Media (Intel® Video Processing Library, Intel Media SDK)
Access community support with transcoding, decoding, and encoding in applications using media tools like Intel® oneAPI Video Processing Library and Intel® Media SDK
Announcements
The Intel Media SDK project is no longer active. For continued support and access to new features, Intel Media SDK users are encouraged to read the transition guide on upgrading from Intel® Media SDK to Intel® Video Processing Library (VPL), and to move to VPL as soon as possible.
For more information, see the VPL website.

Losing output frames after IDR on H.265 decode...

mmulh
Beginner
1,704 Views

I've got an H.265 video stream that is coming out of a CCTV camera, and performing a decode.  I'm getting unexpected errors following an intermediate IDR frame, and end up losing a few output frames.  Also I think the output frames following the errors seems to be marked somehow, because a further reencode (transcode) results in a fairly sizeable output NALs.  I'm not sure if I'm doing something wrong, or a problem in the oneVPL stack.

Hardware: i5-6500 CPU

oneVPL: version: 1.35

I'm using the legacy interface in oneVPL since I need to support pre-gen11 hardware, and I'm using the D3D11/VA hardware buffers / acceleration.  I've been running this on Windows, haven't confirmed on Linux.
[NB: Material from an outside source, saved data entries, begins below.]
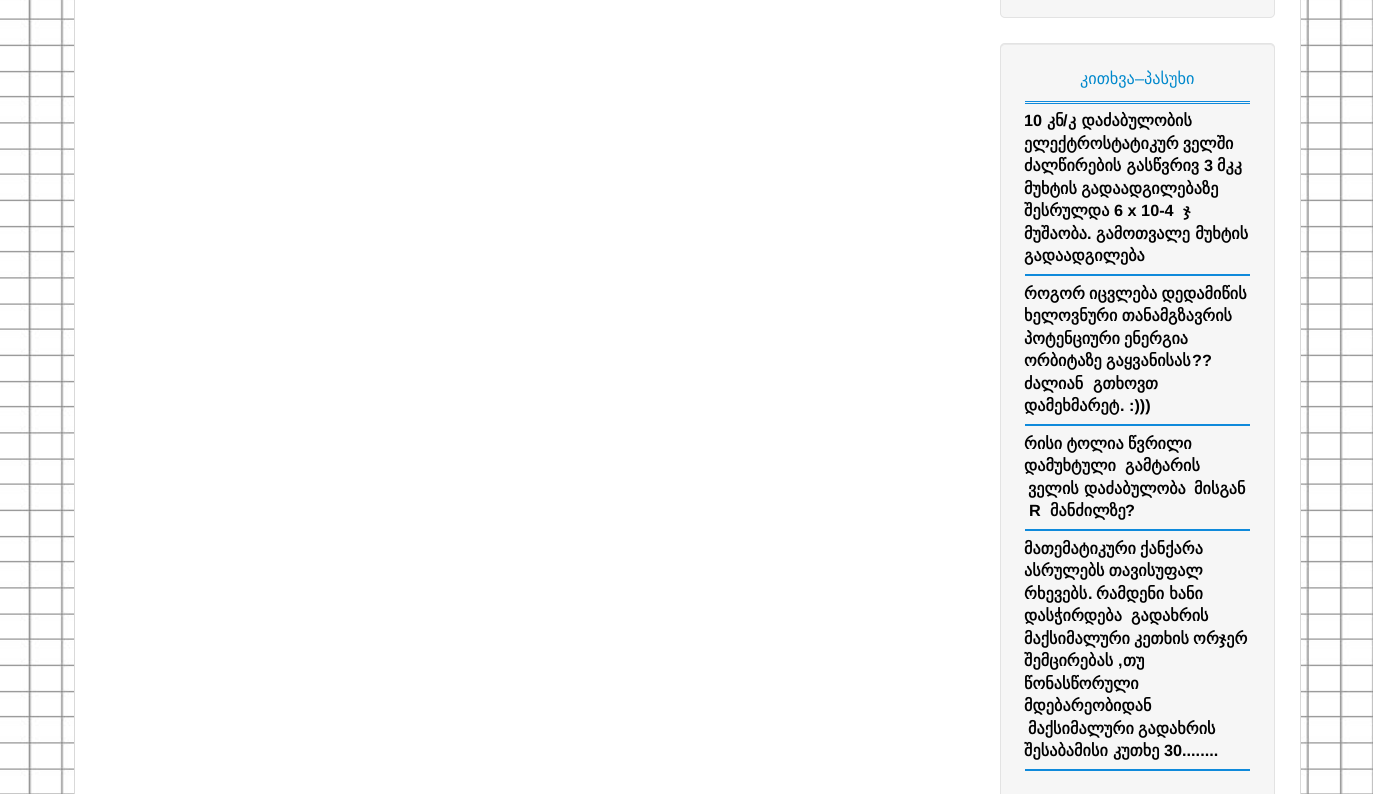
#include <cairo.h>
#include <math.h>
#include <stddef.h>


static void spaced_text(cairo_t *cr, double x, double y, const char *s, double letter, double word) {
    cairo_move_to(cr, x, y);
    while (*s) {
        char ch[5] = {0};
        int n = 0;
        do ch[n++] = *s++; while ((*s & 0xC0) == 0x80);
        cairo_show_text(cr, ch);
        cairo_rel_move_to(cr, letter + word * (*ch == ' '), 0);
    }
}

static void round_rect(cairo_t *cr, double x, double y, double w, double h, double r) {
    cairo_new_sub_path(cr);
    cairo_arc(cr, x + w - r, y + h - r, r, 0, M_PI / 2);
    cairo_arc(cr, x + r, y + h - r, r, M_PI / 2, M_PI);
    cairo_arc(cr, x + r, y + r, r, M_PI, 1.5 * M_PI);
    cairo_arc(cr, x + w - r, y + r, r, 1.5 * M_PI, 2 * M_PI);
    cairo_close_path(cr);
}

static void picture(cairo_t *cr, const char *path, double x, double y, double w, double h) {
    cairo_surface_t *image = cairo_image_surface_create_from_png(path);
    cairo_save(cr);
    cairo_set_source_surface(cr, image, x, y);
    cairo_rectangle(cr, x, y, w, h);
    cairo_fill(cr);
    cairo_restore(cr);
    cairo_surface_destroy(image);
}

int main(void) {
    cairo_surface_t *surface = cairo_image_surface_create(CAIRO_FORMAT_RGB24, 1373, 794);
    cairo_t *cr = cairo_create(surface);
    cairo_font_options_t *options = cairo_font_options_create();
    cairo_font_options_set_hint_metrics(options, CAIRO_HINT_METRICS_OFF);
    cairo_font_options_set_hint_style(options, CAIRO_HINT_STYLE_NONE);
    cairo_set_font_options(cr, options);
    cairo_set_miter_limit(cr, 4);
    cairo_set_source_rgb(cr, 1, 1, 1);
    cairo_paint(cr);
    picture(cr, "img1.png", 0, 0, 1373, 794);
    cairo_set_source_rgb(cr, 1, 1, 1);
    cairo_rectangle(cr, 74.5, -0.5, 1226, 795);
    cairo_fill_preserve(cr);
    cairo_set_source_rgb(cr, 0.851, 0.851, 0.851);
    cairo_set_line_width(cr, 1);
    cairo_stroke(cr);
    cairo_set_source_rgb(cr, 0.961, 0.961, 0.961);
    round_rect(cr, 1000.5, -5.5, 274, 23, 4.5);
    cairo_fill_preserve(cr);
    cairo_set_source_rgb(cr, 0.89, 0.89, 0.89);
    cairo_stroke(cr);
    cairo_set_source_rgb(cr, 0.961, 0.961, 0.961);
    round_rect(cr, 1000, 43, 275, 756, 5);
    cairo_fill(cr);
    cairo_set_source_rgb(cr, 0.914, 0.914, 0.914);
    cairo_new_path(cr);
    cairo_move_to(cr, 1005, 45);
    cairo_line_to(cr, 1270, 45);
    cairo_curve_to(cr, 1272, 45, 1274, 47, 1274, 49);
    cairo_curve_to(cr, 1274, 46, 1273, 44, 1270, 44);
    cairo_line_to(cr, 1005, 44);
    cairo_curve_to(cr, 1002, 44, 1001, 46, 1001, 49);
    cairo_curve_to(cr, 1001, 47, 1003, 45, 1005, 45);
    cairo_close_path(cr);
    cairo_fill(cr);
    round_rect(cr, 1000.5, 43.5, 274, 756, 4.5);
    cairo_set_source_rgb(cr, 0.89, 0.89, 0.89);
    cairo_stroke(cr);
    cairo_select_font_face(cr, "DejaVu Sans", CAIRO_FONT_SLANT_NORMAL, CAIRO_FONT_WEIGHT_NORMAL);
    cairo_set_font_size(cr, 16.25);
    cairo_set_source_rgb(cr, 0, 0.533, 0.8);
    cairo_move_to(cr, 1080, 84);
    cairo_show_text(cr, "კითხვა");
    cairo_select_font_face(cr, "Liberation Sans", CAIRO_FONT_SLANT_NORMAL, CAIRO_FONT_WEIGHT_NORMAL);
    cairo_move_to(cr, 1135, 84);
    cairo_show_text(cr, "–");
    cairo_select_font_face(cr, "DejaVu Sans", CAIRO_FONT_SLANT_NORMAL, CAIRO_FONT_WEIGHT_NORMAL);
    cairo_move_to(cr, 1144, 84);
    cairo_show_text(cr, "პასუხი");
    cairo_set_source_rgb(cr, 0.059, 0.541, 0.859);
    cairo_rectangle(cr, 1025, 101, 225, 1);
    cairo_fill(cr);
    cairo_rectangle(cr, 1025, 103, 225, 1);
    cairo_fill(cr);
    cairo_select_font_face(cr, "Liberation Sans", CAIRO_FONT_SLANT_NORMAL, CAIRO_FONT_WEIGHT_BOLD);
    cairo_set_source_rgb(cr, 0, 0, 0);
    cairo_move_to(cr, 1024, 126);
    cairo_show_text(cr, "10");
    cairo_select_font_face(cr, "DejaVu Sans", CAIRO_FONT_SLANT_NORMAL, CAIRO_FONT_WEIGHT_BOLD);
    cairo_move_to(cr, 1047, 126);
    cairo_show_text(cr, "კნ");
    cairo_select_font_face(cr, "Liberation Sans", CAIRO_FONT_SLANT_NORMAL, CAIRO_FONT_WEIGHT_BOLD);
    cairo_move_to(cr, 1063, 126);
    cairo_show_text(cr, "/");
    cairo_select_font_face(cr, "DejaVu Sans", CAIRO_FONT_SLANT_NORMAL, CAIRO_FONT_WEIGHT_BOLD);
    cairo_move_to(cr, 1068, 126);
    cairo_show_text(cr, "კ დაძაბულობის");
    spaced_text(cr, 1024, 149, "ელექტროსტატიკურ ველში", 0, -1);
    cairo_move_to(cr, 1024, 171);
    cairo_show_text(cr, "ძალწირების გასწვრივ");
    cairo_select_font_face(cr, "Liberation Sans", CAIRO_FONT_SLANT_NORMAL, CAIRO_FONT_WEIGHT_BOLD);
    cairo_move_to(cr, 1204, 171);
    cairo_show_text(cr, "3");
    cairo_select_font_face(cr, "DejaVu Sans", CAIRO_FONT_SLANT_NORMAL, CAIRO_FONT_WEIGHT_BOLD);
    cairo_move_to(cr, 1217, 171);
    cairo_show_text(cr, "მკკ");
    spaced_text(cr, 1024, 194, "მუხტის გადაადგილებაზე", 0, -1);
    cairo_move_to(cr, 1024, 216);
    cairo_show_text(cr, "შესრულდა");
    cairo_select_font_face(cr, "Liberation Sans", CAIRO_FONT_SLANT_NORMAL, CAIRO_FONT_WEIGHT_BOLD);
    cairo_move_to(cr, 1114, 216);
    cairo_show_text(cr, "6 x 10-4");
    cairo_select_font_face(cr, "DejaVu Sans", CAIRO_FONT_SLANT_NORMAL, CAIRO_FONT_WEIGHT_BOLD);
    cairo_move_to(cr, 1183, 216);
    cairo_show_text(cr, "ჯ");
    cairo_move_to(cr, 1024, 239);
    cairo_show_text(cr, "მუშაობა");
    cairo_select_font_face(cr, "Liberation Sans", CAIRO_FONT_SLANT_NORMAL, CAIRO_FONT_WEIGHT_BOLD);
    cairo_move_to(cr, 1087, 239);
    cairo_show_text(cr, ".");
    cairo_select_font_face(cr, "DejaVu Sans", CAIRO_FONT_SLANT_NORMAL, CAIRO_FONT_WEIGHT_BOLD);
    cairo_move_to(cr, 1096, 239);
    cairo_show_text(cr, "გამოთვალე მუხტის");
    cairo_move_to(cr, 1024, 261);
    cairo_show_text(cr, "გადაადგილება");
    cairo_set_source_rgb(cr, 0.059, 0.541, 0.859);
    cairo_rectangle(cr, 1025, 274, 225, 2);
    cairo_fill(cr);
    cairo_set_source_rgb(cr, 0, 0, 0);
    spaced_text(cr, 1024, 299, "როგორ იცვლება დედამიწის", 0, -1);
    spaced_text(cr, 1024, 321, "ხელოვნური თანამგზავრის", 0, -1);
    spaced_text(cr, 1024, 344, "პოტენციური ენერგია", 0, -1);
    spaced_text(cr, 1024, 366, "ორბიტაზე გაყვანისას", 0, -1);
    cairo_select_font_face(cr, "Liberation Sans", CAIRO_FONT_SLANT_NORMAL, CAIRO_FONT_WEIGHT_BOLD);
    cairo_move_to(cr, 1192, 366);
    cairo_show_text(cr, "?\077");
    cairo_select_font_face(cr, "DejaVu Sans", CAIRO_FONT_SLANT_NORMAL, CAIRO_FONT_WEIGHT_BOLD);
    cairo_move_to(cr, 1024, 389);
    cairo_show_text(cr, "ძალიან");
    cairo_move_to(cr, 1093, 389);
    cairo_show_text(cr, "გთხოვთ");
    cairo_move_to(cr, 1024, 411);
    cairo_show_text(cr, "დამეხმარეტ");
    cairo_select_font_face(cr, "Liberation Sans", CAIRO_FONT_SLANT_NORMAL, CAIRO_FONT_WEIGHT_BOLD);
    cairo_move_to(cr, 1120, 411);
    cairo_show_text(cr, ". :)))");
    cairo_set_source_rgb(cr, 0.059, 0.541, 0.859);
    cairo_rectangle(cr, 1025, 424, 225, 2);
    cairo_fill(cr);
    cairo_select_font_face(cr, "DejaVu Sans", CAIRO_FONT_SLANT_NORMAL, CAIRO_FONT_WEIGHT_BOLD);
    cairo_set_source_rgb(cr, 0, 0, 0);
    spaced_text(cr, 1024, 449, "რისი ტოლია წვრილი", 0, -1);
    cairo_move_to(cr, 1024, 471);
    cairo_show_text(cr, "დამუხტული");
    cairo_move_to(cr, 1125, 471);
    cairo_show_text(cr, "გამტარის");
    cairo_move_to(cr, 1028, 494);
    cairo_show_text(cr, "ველის დაძაბულობა");
    cairo_move_to(cr, 1194, 494);
    cairo_show_text(cr, "მისგან");
    cairo_select_font_face(cr, "Liberation Sans", CAIRO_FONT_SLANT_NORMAL, CAIRO_FONT_WEIGHT_BOLD);
    cairo_move_to(cr, 1029, 516);
    cairo_show_text(cr, "R");
    cairo_select_font_face(cr, "DejaVu Sans", CAIRO_FONT_SLANT_NORMAL, CAIRO_FONT_WEIGHT_BOLD);
    cairo_move_to(cr, 1050, 516);
    cairo_show_text(cr, "მანძილზე");
    cairo_select_font_face(cr, "Liberation Sans", CAIRO_FONT_SLANT_NORMAL, CAIRO_FONT_WEIGHT_BOLD);
    cairo_move_to(cr, 1125, 516);
    cairo_show_text(cr, "?");
    cairo_set_source_rgb(cr, 0.059, 0.541, 0.859);
    cairo_rectangle(cr, 1025, 529, 225, 2);
    cairo_fill(cr);
    cairo_select_font_face(cr, "DejaVu Sans", CAIRO_FONT_SLANT_NORMAL, CAIRO_FONT_WEIGHT_BOLD);
    cairo_set_source_rgb(cr, 0, 0, 0);
    spaced_text(cr, 1024, 554, "მათემატიკური ქანქარა", 0, -1);
    spaced_text(cr, 1024, 576, "ასრულებს თავისუფალ", 0, -1);
    cairo_move_to(cr, 1024, 599);
    cairo_show_text(cr, "რხევებს");
    cairo_select_font_face(cr, "Liberation Sans", CAIRO_FONT_SLANT_NORMAL, CAIRO_FONT_WEIGHT_BOLD);
    cairo_move_to(cr, 1088, 599);
    cairo_show_text(cr, ".");
    cairo_select_font_face(cr, "DejaVu Sans", CAIRO_FONT_SLANT_NORMAL, CAIRO_FONT_WEIGHT_BOLD);
    cairo_move_to(cr, 1096, 599);
    cairo_show_text(cr, "რამდენი ხანი");
    cairo_move_to(cr, 1024, 621);
    cairo_show_text(cr, "დასჭირდება");
    cairo_move_to(cr, 1131, 621);
    cairo_show_text(cr, "გადახრის");
    spaced_text(cr, 1024, 644, "მაქსიმალური კეთხის ორჯერ", 0, -1);
    cairo_move_to(cr, 1024, 666);
    cairo_show_text(cr, "შემცირებას");
    cairo_select_font_face(cr, "Liberation Sans", CAIRO_FONT_SLANT_NORMAL, CAIRO_FONT_WEIGHT_BOLD);
    cairo_move_to(cr, 1118, 666);
    cairo_show_text(cr, ",");
    cairo_select_font_face(cr, "DejaVu Sans", CAIRO_FONT_SLANT_NORMAL, CAIRO_FONT_WEIGHT_BOLD);
    cairo_move_to(cr, 1123, 666);
    cairo_show_text(cr, "თუ");
    cairo_move_to(cr, 1024, 689);
    cairo_show_text(cr, "წონასწორული");
    cairo_move_to(cr, 1024, 711);
    cairo_show_text(cr, "მდებარეობიდან");
    spaced_text(cr, 1028, 734, "მაქსიმალური გადახრის", 0, -1);
    cairo_move_to(cr, 1024, 756);
    cairo_show_text(cr, "შესაბამისი კუთხე");
    cairo_select_font_face(cr, "Liberation Sans", CAIRO_FONT_SLANT_NORMAL, CAIRO_FONT_WEIGHT_BOLD);
    cairo_move_to(cr, 1164, 756);
    cairo_show_text(cr, "30........");
    cairo_set_source_rgb(cr, 0.059, 0.541, 0.859);
    cairo_rectangle(cr, 1025, 769, 225, 2);
    cairo_fill(cr);
    cairo_surface_write_to_png(surface, "page.png");
    cairo_font_options_destroy(options);
    cairo_destroy(cr);
    cairo_surface_destroy(surface);
    return 0;
}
The first 3 frames that get fed into the decoder don't result in an output frame - as expected, and the 4th frame in results in the 1st frame coming as output.

  decoding NAL 0 - len 92 (VPS/SPS/PPS packets to initialize decoder)

    - results in MFX_ERR_MORE_DATA

  decoding  NAL 1 - len 58332 (initial IDR Frame)

    - results in MFX_ERR_MORE_SURFACE

    - decode again with new surface results in MFX_ERR_MORE_DATA

  decoding NAL 2 - len 49 (P-Frame)

    - results in MFX_ERR_MORE_SURFACE / MFX_ERR_MORE_DATA as above

  decoding NAL 3 - len 49 (P-Frame)

    - results in MFX_ERR_MORE_SURFACE / MFX_ERR_MORE_DATA as above

  decoding NAL 4 - len 49 (P-Frame)

    - get NAL 1 frame result

All of this is fine, the problem comes after the next I-Frame (in this case, the camera has a GOP size of 60), after the previous surfaces get flushed:

    decoding NAL 61 - len 58361 (subsequent I-Frame)

    - get NAL 58 surface

  decoding NAL 62 - len 55 (P-Frame)

    - get NAL 59 surface

  decoding NAL 63 - len 49 (P-Frame)

    - get NAL 60 surface

  decoding NAL 64 - len 49 (P-Frame)

    - results in MFX_ERR_MORE_SURFACE / MFX_ERR_MORE_DATA as above

    - I'M EXPECTING TO GET NAL 61 returned here (but nothing)
   decoding NAL 65 - len 49 (P-Frame)

    - results in MFX_ERR_MORE_SURFACE / MFX_ERR_MORE_DATA as above

    - I'M EXPECTING TO GET NAL 62 returned here (but nothing)

   decoding NAL 66 - len 51 (P-Frame)

    - get NAL 61 frame result (this was the subsequent I-Frame)

    decoding NAL 67 - len 49 (P-Frame)
    - get NAL 64 frame result (FRAMES 62/63 ARE LOST).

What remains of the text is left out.